Este poço, cheio com as ideias dos jovens pode ser depois recuperado no momento da Expressão de Fé, iniciando-o com um ritual de purificação - os jovens passam as mãos por essa água, por exemplo, recordando-os assim que "o Baptismo é a raiz de onde se desenvolve todo este processo de crescimento da vida cristã. Saídos da água, os baptizados estão em condições de iniciar o seguimento e aprendizagem de uma vida em Cristo".
Também para que a dinâmica proposta seja, eventualmente, melhor entendida pelos jovens, pode-se fazer corresponder as quatro questões apresentadas a quatro componentes do ciclo de vida de uma árvore: folhas verdes (Verde esperança, de folhas novas que devem responder à questão: "Eu já optei por Cristo ou tenho vindo "na onda" por outras razões?"), flores (promessa de algo que vai surgir, pelo que pode corresponder à questão "O que me diferencia dos que não seguem Cristo?"), frutos (resultado de uma caminhada feita mas que deve ser sempre cuidada tentando responder à questão "Que aspectos tenho que reforçar e apostar para esta minha opção por Cristo?) e folhas secas (que caem, fruto das opções e que são propícias à pergunta "O que há a podar na minha vida e que me afasta de Cristo?)

No que diz respeito ao 2º Encontro, que pretende uma reflexão sobre o Baptismo como sacramento da Fé, sugerimos que peçam aos jovens para levarem a sua vela do Baptismo para a dinâmica inicial da Experiência Humana. Será mais fácil, assim, despoletar a discussão sobre a fé, explorando em que momento se entra na família de Deus e em que momento é que cada um dos jovens se sentiu, realmente, parte dessa família, que circunstâncias deram o clique, que acontecimentos apontamos como fazendo parte desta caminhada que começa com o Baptismo, que importância dados a cada um desses momentos.
Essas mesmas velas podem ser utilizadas no momento da Expressão de Fé, bem como o poço utilizado no 1º encontro, realizando o ritual da imersão da luz na água. Através desse gesto, torna-se claro como o cristão entra com Cristo «no sepulcro» (simbolizado na água em que é mergulhado), para dela sair vitorioso com Ele, numa participação de vida nova, com a missão de anunciar a alegria da Ressurreição a toda a humanidade". No final, como símbolo de união, pode-se propor a oração do Pai Nosso, aquela que Jesus nos ensinou e que, afinal, é a primeira que aprendemos no itinerário catequético.

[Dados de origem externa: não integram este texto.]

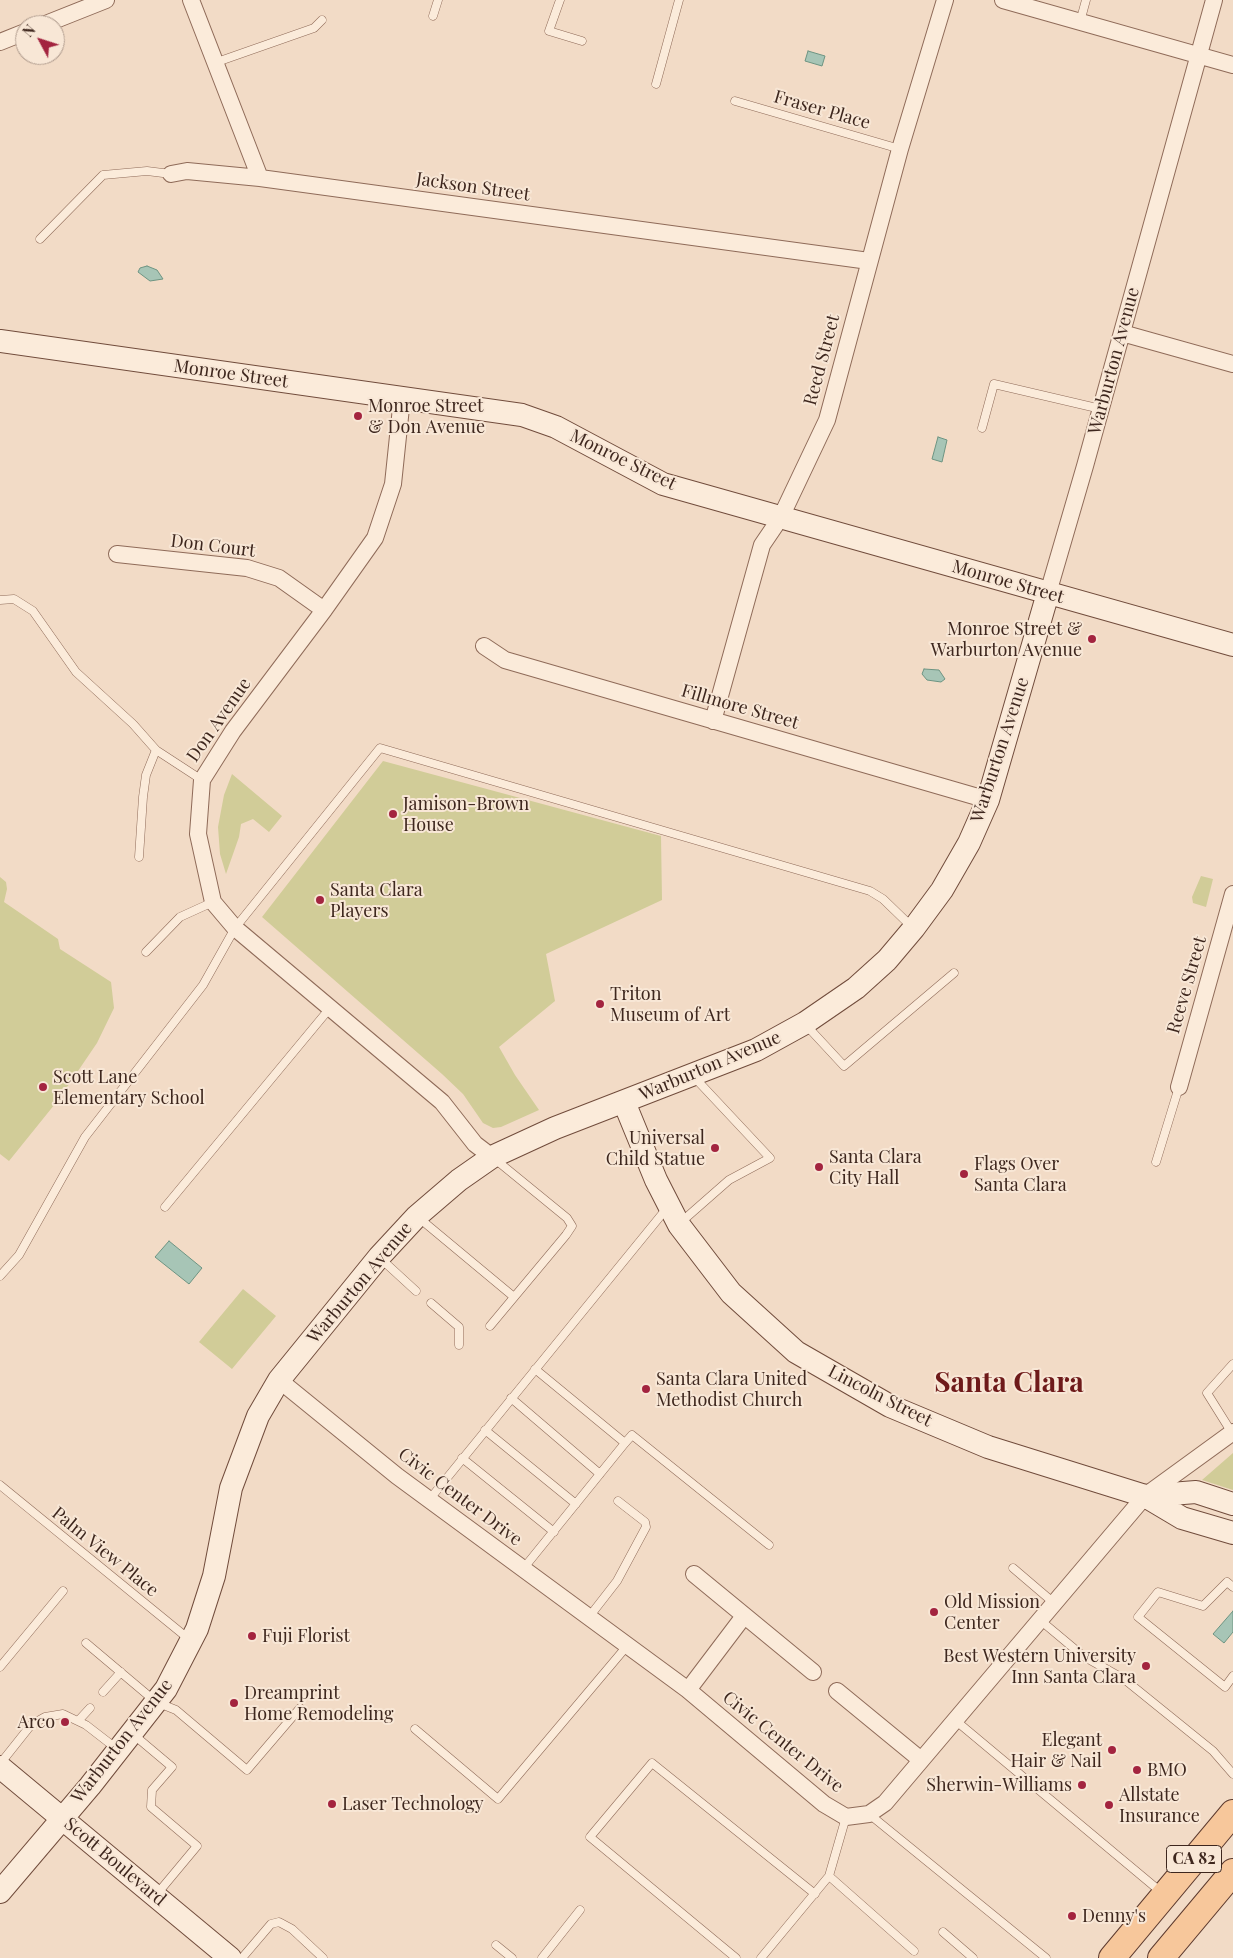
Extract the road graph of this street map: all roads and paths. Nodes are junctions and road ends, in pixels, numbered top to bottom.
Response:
1 (106, 0) edge
2 (191, 0) edge
3 (438, 0) edge
4 (560, 0) edge
5 (679, 0) edge
6 (945, 0) edge
7 (1003, 0) edge
8 (1086, 0) edge
9 (1214, 0) edge
10 (65, 16) edge
11 (433, 16) dead end
12 (322, 20) dead end
13 (1080, 22) junction
14 (15, 36) edge
15 (582, 41) dead end
16 (0, 42) edge
17 (1198, 55) junction
18 (217, 62) junction
19 (1233, 65) edge
20 (656, 84) dead end
21 (735, 101) dead end
22 (900, 149) junction
23 (171, 174) joint
24 (260, 178) junction
25 (40, 239) dead end
26 (869, 262) junction
27 (1122, 333) junction
28 (0, 341) edge
29 (1233, 364) edge
30 (402, 398) junction
31 (1101, 409) junction
32 (982, 428) dead end
33 (781, 517) junction
34 (117, 554) dead end
35 (1048, 593) junction
36 (0, 600) edge
37 (324, 610) junction
38 (1233, 645) edge
39 (484, 646) dead end
40 (713, 720) junction
41 (156, 750) junction
42 (202, 780) junction
43 (988, 800) junction
44 (139, 857) dead end
45 (1233, 894) edge
46 (214, 902) junction
47 (235, 928) junction
48 (914, 928) junction
49 (146, 952) dead end
50 (954, 974) dead end
51 (330, 1008) junction
52 (805, 1024) junction
53 (692, 1074) junction
54 (1179, 1087) joint
55 (624, 1102) junction
56 (492, 1157) junction
57 (1156, 1162) dead end
58 (166, 1207) dead end
59 (417, 1216) junction
60 (674, 1216) junction
61 (379, 1257) junction
62 (0, 1276) edge
63 (416, 1291) dead end
64 (514, 1297) junction
65 (431, 1303) dead end
66 (490, 1326) dead end
67 (459, 1345) dead end
68 (1233, 1364) edge
69 (535, 1369) junction
70 (279, 1380) junction
71 (511, 1398) junction
72 (485, 1430) junction
73 (1232, 1432) edge
74 (626, 1443) junction
75 (462, 1458) junction
76 (600, 1474) junction
77 (0, 1485) edge
78 (1145, 1496) junction
79 (429, 1500) junction
80 (618, 1501) dead end
81 (576, 1504) junction
82 (1233, 1504) edge
83 (554, 1532) junction
84 (1233, 1533) edge
85 (768, 1546) dead end
86 (1013, 1568) dead end
87 (523, 1569) junction
88 (694, 1574) dead end
89 (1233, 1587) edge
90 (63, 1591) dead end
91 (1054, 1603) junction
92 (744, 1616) junction
93 (589, 1617) junction
94 (1040, 1620) junction
95 (191, 1641) junction
96 (86, 1642) dead end
97 (627, 1646) junction
98 (0, 1667) edge
99 (121, 1672) junction
100 (813, 1672) dead end
101 (1233, 1676) edge
102 (688, 1690) junction
103 (837, 1691) dead end
104 (103, 1692) dead end
105 (156, 1702) junction
106 (90, 1708) dead end
107 (300, 1708) dead end
108 (79, 1720) junction
109 (955, 1720) junction
110 (415, 1729) dead end
111 (125, 1742) junction
112 (921, 1760) junction
113 (0, 1765) edge
114 (1233, 1774) edge
115 (1233, 1812) edge
116 (869, 1814) junction
117 (846, 1817) junction
118 (62, 1818) junction
119 (1233, 1872) edge
120 (830, 1876) junction
121 (0, 1892) edge
122 (815, 1894) junction
123 (1164, 1895) junction
124 (156, 1896) junction
125 (580, 1910) dead end
126 (943, 1932) dead end
127 (496, 1945) dead end
128 (914, 1951) dead end
129 (763, 1955) edge
130 (230, 1958) edge
131 (242, 1958) edge
132 (323, 1958) edge
133 (512, 1958) edge
134 (542, 1958) edge
135 (736, 1958) edge
136 (774, 1958) edge
137 (973, 1958) edge
138 (1046, 1958) edge
139 (1112, 1958) edge
140 (1161, 1958) edge

1 - 10 street
2 - 18 street
3 - 11 lane
4 - 15 lane
5 - 20 lane
6 - 22 street, Reed Street
7 - 13 street
8 - 13 lane
9 - 17 street, Warburton Avenue
12 - 18 lane
13 - 17 street
14 - 16 street
17 - 19 street
17 - 27 street, Warburton Avenue
18 - 24 street
21 - 22 lane, Fraser Place
22 - 26 street, Reed Street
23 - 24 street, Jackson Street
23 - 25 lane
24 - 26 street, Jackson Street
26 - 33 street, Reed Street
27 - 29 street
27 - 31 street, Warburton Avenue
28 - 30 street, Monroe Street
30 - 33 street, Monroe Street
30 - 37 street, Don Avenue
31 - 32 lane
31 - 35 street, Warburton Avenue
33 - 35 street, Monroe Street
33 - 40 street, Reed Street
34 - 37 street, Don Court
35 - 38 street, Monroe Street
35 - 43 street, Warburton Avenue
36 - 41 lane
37 - 42 street, Don Avenue
39 - 40 street, Fillmore Street
40 - 43 street, Fillmore Street
41 - 42 lane
41 - 44 lane
42 - 46 street, Don Avenue
43 - 48 street, Warburton Avenue
45 - 54 street, Reeve Street
46 - 47 street, Don Avenue
46 - 49 lane
47 - 48 lane
47 - 51 street, Don Avenue
47 - 62 lane
48 - 52 street, Warburton Avenue
50 - 52 lane
51 - 56 street, Don Avenue
51 - 58 lane
52 - 53 street, Warburton Avenue
53 - 55 street, Warburton Avenue
53 - 60 lane
54 - 57 lane
55 - 56 street, Warburton Avenue
55 - 60 street, Lincoln Street
56 - 59 street, Warburton Avenue
56 - 64 lane
59 - 61 street, Warburton Avenue
59 - 64 lane
60 - 69 lane
60 - 78 street, Lincoln Street
61 - 63 lane
61 - 70 street, Warburton Avenue
64 - 66 lane
65 - 67 lane
68 - 73 lane
69 - 71 lane
69 - 74 lane
70 - 79 street, Civic Center Drive
70 - 95 street, Warburton Avenue
71 - 72 lane
71 - 76 lane
72 - 75 lane
72 - 81 lane
73 - 78 street
74 - 76 lane
74 - 85 lane
75 - 79 lane
75 - 83 lane
76 - 81 lane
77 - 95 lane, Palm View Place
78 - 82 street, Lincoln Street
78 - 84 street, Lincoln Street
78 - 91 street
79 - 87 street, Civic Center Drive
80 - 93 lane
81 - 83 lane
83 - 87 lane
86 - 91 lane
87 - 93 street, Civic Center Drive
88 - 92 street
89 - 101 lane
90 - 98 lane
91 - 94 street
92 - 100 street
92 - 102 street
93 - 97 street, Civic Center Drive
94 - 109 street
94 - 114 lane
95 - 105 street, Warburton Avenue
96 - 99 lane
97 - 102 street, Civic Center Drive
97 - 110 lane
99 - 104 lane
99 - 105 lane
102 - 117 street, Civic Center Drive
103 - 112 street
105 - 107 lane
105 - 111 street, Warburton Avenue
106 - 108 lane
108 - 111 lane
108 - 113 lane
109 - 112 street
109 - 123 lane
111 - 118 street, Warburton Avenue
111 - 124 lane
112 - 116 street
113 - 118 street, Scott Boulevard
115 - 123 main road, CA 82
116 - 117 street, Civic Center Drive
116 - 138 lane
117 - 120 lane
118 - 121 street, Warburton Avenue
118 - 124 street, Scott Boulevard
119 - 140 main road, CA 82
120 - 122 lane
120 - 128 lane
122 - 129 lane
122 - 135 lane
123 - 139 main road, CA 82
124 - 130 street, Scott Boulevard
125 - 134 lane
126 - 137 lane
127 - 133 lane
129 - 136 lane
131 - 132 lane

Como vos dissemos, este é um desafio que assumimos pois pensamos que todos devemos e podemos contribuir para que este itinerário seja o mais rico possível, respondendo às várias realidades dos nossos grupos de jovens.
Seria, por isso, muito bom, começarmos também a ouvir as vossas opiniões e a registar os vossos comentários e as vossas sugestões.